Elevated and Growing Specialty Drug Expenditures
Specialty drugs -- typically expensive biologic therapies prescribed for a range of serious, complex conditions from cancer to rheumatoid arthritis to blood disorders -- are a mounting concern for employers and other purchasers. Although specialty medications are prescribed for only one in every 100 commercial health plan members, they represent an estimated 12 to 16 percent of commercial prescription drug spending. Spending on specialty drugs is projected to surge as medications currently in development reach the market over the coming decade and beyond.
Coverage decisions for specialty drugs involve difficult trade-offs for payers and purchasers, according to interviews with representatives from health plans, benefits consulting firms, pharmacy consulting firms, and other industry experts. The challenge of weighing extremely high per-patient costs against specialty drugs' capacity, in many cases, to extend lives and fundamentally alter disease trajectories -- rather than merely alleviating symptoms -- is considerable.

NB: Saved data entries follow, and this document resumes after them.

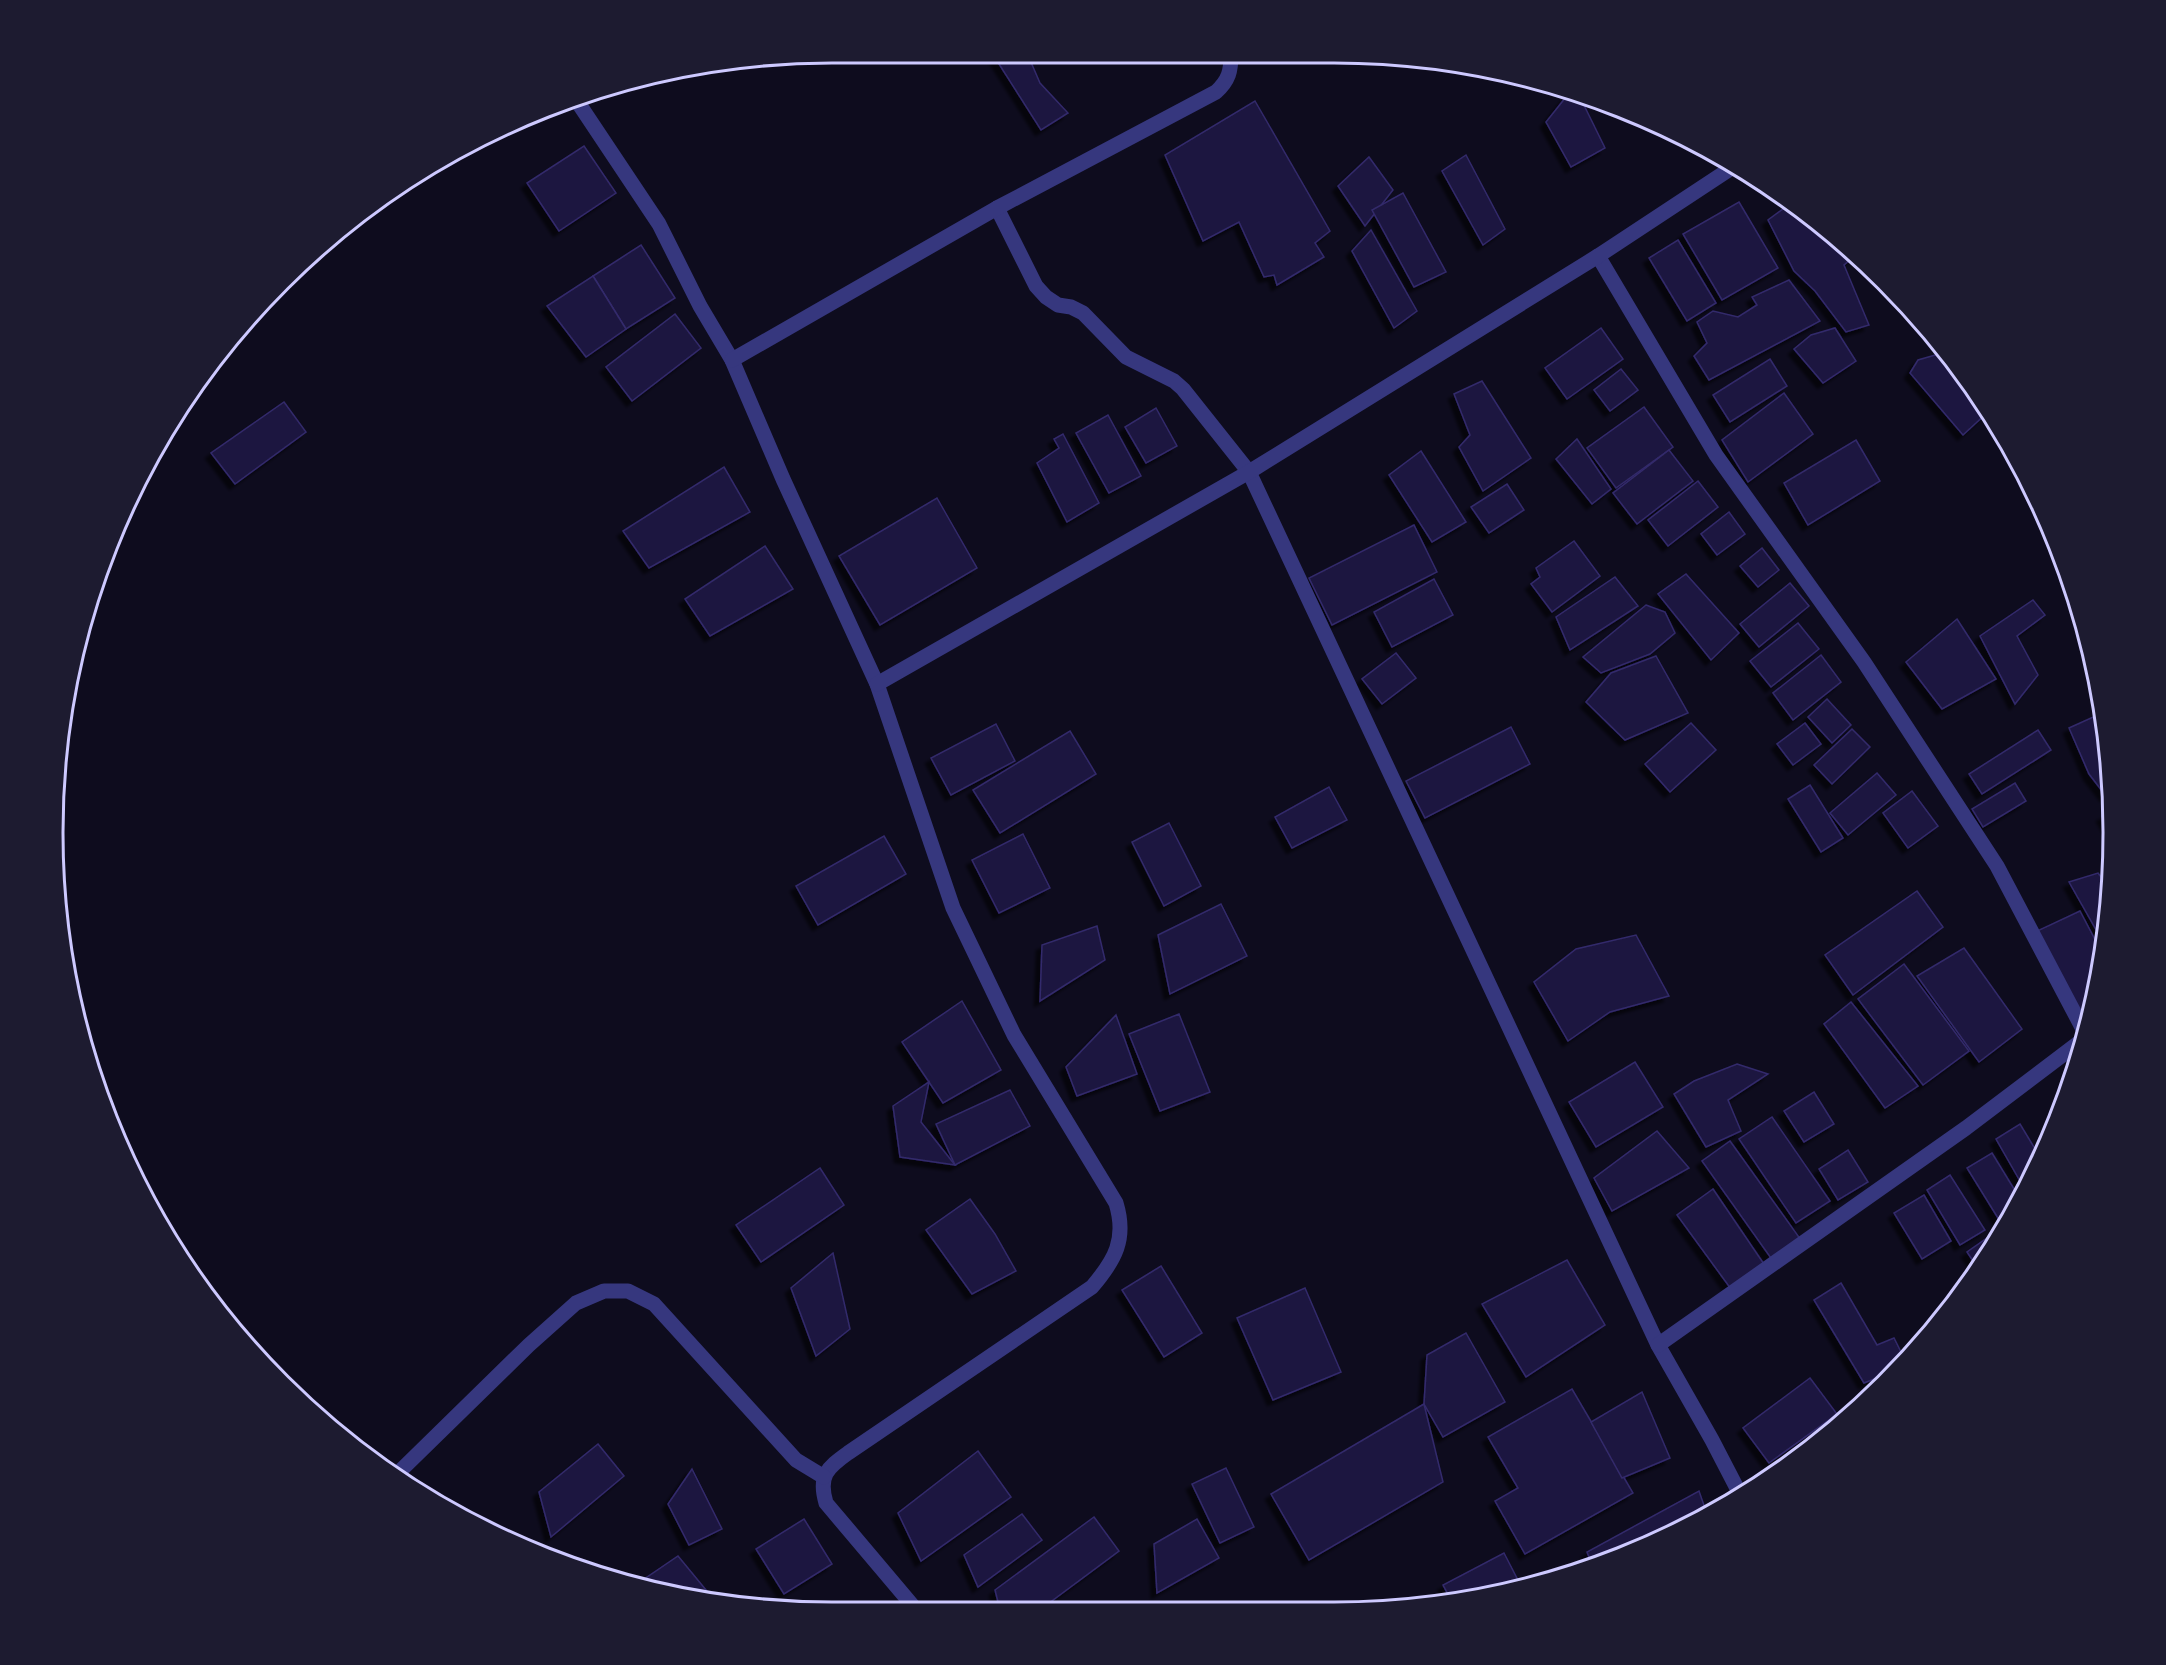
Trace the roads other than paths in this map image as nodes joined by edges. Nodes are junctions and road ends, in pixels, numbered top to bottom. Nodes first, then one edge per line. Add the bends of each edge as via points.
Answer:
1 (1231, 63) edge
2 (580, 106) edge
3 (1726, 171) edge
4 (997, 208) junction
5 (1598, 256) junction
6 (732, 360) junction
7 (1249, 472) junction
8 (877, 684) junction
9 (2079, 1022) edge
10 (2072, 1048) edge
11 (1658, 1346) junction
12 (402, 1470) edge
13 (824, 1478) junction
14 (1737, 1487) edge
15 (910, 1602) edge

1 - 4 street via 1227,83 1216,92
2 - 6 street via 659,224
3 - 5 street
4 - 6 street
4 - 7 street via 1036,286 1046,297 1083,313 1126,357 1174,381
5 - 7 street
5 - 9 street via 1716,455 1864,662 1997,866
6 - 8 street
7 - 8 street
7 - 11 street
8 - 13 street via 953,908 1014,1035 1116,1203 1120,1236 1114,1257 1092,1287 848,1453 830,1466
10 - 11 street via 1966,1128
11 - 14 street
12 - 13 street via 576,1303 604,1291 628,1291 654,1304 796,1461
13 - 15 street via 826,1503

In contrast to conventional drugs, where spending trends have moderated thanks to patent expirations, generic substitution, and patient incentives to use preferred brand-name options, specialty drugs have shown persistently high cost growth, ranging from 14 to 20 percent annually in recent years for the three largest pharmacy benefit managers (PBMs). While both greater utilization and price increases fuel specialty drug spending, the latter typically plays the dominant role. This reflects the inability of payers to push prices down given the market power of sole-source drug manufacturers.
No universally accepted definition of specialty drugs exists. Health plans and PBMs, which frequently use or own specialty pharmacies, apply their own criteria, definitions, and drug lists. Most specialty drugs are biologic -- derived from living organisms -- as opposed to the majority of conventional drugs synthesized from chemical compounds. While specialty drugs have traditionally been administered by injection or infusion, they now also include oral and inhaled formulations. In fact, new-generation oral medications for conditions like cancer and multiple sclerosis frequently cost far more than their injectable and infusible predecessors. Some defining features of specialty drugs include:
High cost: Monthly per-patient spending on a specialty drug typically exceeds $1,200. Commercial health plans and PBMs factor cost into their determinations of whether a drug qualifies as a specialty product, although they generally do not set fixed-dollar thresholds as Medicare does.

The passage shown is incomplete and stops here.